There’s nothing like curling up with some Netflix and Chinese takeaway, amiright? “Chinese food is a classic comfort food because it’s super-greasy, super-delicious, and is found all over the world in cities big and small,” says Isabel Smith, a New York City-based celebrity dietitian and fitness expert. “Also, the menus don’t tend to differ, so you almost always know what you’re getting into.”
The obvious downside: It makes us feel like crap afterwards. “Chinese food is often overloaded with chemicals, salt, and highly processed ingredients like MSG, which is added to enhance flavor,” says Smith. In addition, fried foods (like those dumplings you love so dearly) may increase the likelihood of acid reflux and leave you feeling sluggish. But don’t put down your chopsticks so fast. These healthier, nutritionist-approved options won’t leave you lying on the couch with a hot water bag on your belly.
1. Skip the egg rolls and go for egg drop soup
If you’re looking for a flavorful start to your meal, opt for a light soup instead of a heavier appetizer. “The hot and sour, wonton, or egg drop soups are all about 70 to 100 calories per serving, compared to the egg roll [which has] almost two times the calories per item,” Smith says. “Soup can also help fill you up before your meal, leaving you more satisfied from less food.” Fair warning: Be mindful that with just one cup of soup, you could be raking in over 800 mg of sodium (over 40 percent of your daily recommended intake!).
2. Choose steamed dumplings over fried
This may seem obvious, but to put it in perspective: One steamed dumpling contains about 80 calories, while a fried dumpling can be upwards of 330. Not to mention the difference in fat—and the grease factor, Smith says.

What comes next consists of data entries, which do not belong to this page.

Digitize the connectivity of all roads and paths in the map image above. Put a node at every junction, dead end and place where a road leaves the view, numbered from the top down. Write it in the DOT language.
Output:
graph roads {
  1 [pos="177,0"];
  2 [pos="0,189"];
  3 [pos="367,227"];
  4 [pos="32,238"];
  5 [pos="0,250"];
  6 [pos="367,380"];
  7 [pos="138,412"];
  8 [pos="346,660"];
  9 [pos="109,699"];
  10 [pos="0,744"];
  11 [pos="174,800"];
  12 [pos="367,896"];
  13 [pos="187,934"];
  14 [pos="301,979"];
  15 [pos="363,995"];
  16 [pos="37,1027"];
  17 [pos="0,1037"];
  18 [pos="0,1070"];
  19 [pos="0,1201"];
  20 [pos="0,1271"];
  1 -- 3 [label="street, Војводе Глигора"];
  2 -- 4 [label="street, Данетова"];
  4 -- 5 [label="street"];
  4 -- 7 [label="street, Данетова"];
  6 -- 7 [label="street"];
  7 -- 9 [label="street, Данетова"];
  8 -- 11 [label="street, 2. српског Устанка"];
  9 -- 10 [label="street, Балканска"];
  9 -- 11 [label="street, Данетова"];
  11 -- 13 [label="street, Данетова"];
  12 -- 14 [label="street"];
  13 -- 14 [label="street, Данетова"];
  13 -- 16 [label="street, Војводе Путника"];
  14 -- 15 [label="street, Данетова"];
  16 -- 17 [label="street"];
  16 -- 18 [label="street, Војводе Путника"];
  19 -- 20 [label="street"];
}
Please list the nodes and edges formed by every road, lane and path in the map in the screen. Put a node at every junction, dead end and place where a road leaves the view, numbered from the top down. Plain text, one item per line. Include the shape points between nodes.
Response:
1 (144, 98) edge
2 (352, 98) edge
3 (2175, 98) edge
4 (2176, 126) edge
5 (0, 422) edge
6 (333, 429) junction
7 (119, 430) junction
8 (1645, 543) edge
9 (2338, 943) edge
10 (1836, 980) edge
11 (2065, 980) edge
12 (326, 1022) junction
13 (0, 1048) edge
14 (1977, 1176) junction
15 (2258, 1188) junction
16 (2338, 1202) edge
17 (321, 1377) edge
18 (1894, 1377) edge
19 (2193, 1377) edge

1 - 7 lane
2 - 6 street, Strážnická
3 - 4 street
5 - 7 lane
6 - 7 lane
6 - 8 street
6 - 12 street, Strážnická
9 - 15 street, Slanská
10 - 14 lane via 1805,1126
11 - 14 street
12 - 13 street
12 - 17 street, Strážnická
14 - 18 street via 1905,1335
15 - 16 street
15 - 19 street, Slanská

Go ahead and splurge on the pork filling, but be mindful of that dipping sauce, says Elizabeth Shaw, a San Diego-based dietitian. “The dumpling itself is fairly simple, but it’s the sauce that usually takes the dish over the edge with calories, fat, and sodium.” Another safe option: a fresh, non-fried spring roll that’ll be chock full of fresh veggie flavor.
3. Opt for oyster sauce
We know you love sweet and sour chicken (or tofu!), and how could you not? But not only are many of these dishes fried, they’re dowsed in a sticky, sweet sauce that’s loaded with calories and sugar. Oyster sauce, on the other hand, is more like a broth. “It’s lighter and will save on both sugar and calories—though there’s still lots of salt in there,” says Smith.
4. Pass on pan-fried noodles
Fried noodles tend to be loaded with calories and fat. “The total dish can be upwards of 800 to 900 calories per serving,” says Smith. Try chicken and broccoli, instead. Not only is chicken a lean source of protein, but broccoli is full of vitamins and minerals that will help keep hunger at bay. “Ask for the light sauce or, better yet, sauce on the side,” says Shaw. “That way you can monitor the amount you put on and really savor the flavor of your dish.”
5. But don’t give up on shrimp lo mein
“A cup of shrimp lo mein has just under 250 calories, is packed with protein, and is low in fat,” says Shaw. “I always request that they prepare my dish very lightly on the oil front, and then add in my vegetables to add more flavor.” This is a good tactic for helping you feel more full and satisfied for longer periods of time. “If you do this the right way, you could find yourself enjoying a meal for well under 400 calories—including an appetizer, too,” she says.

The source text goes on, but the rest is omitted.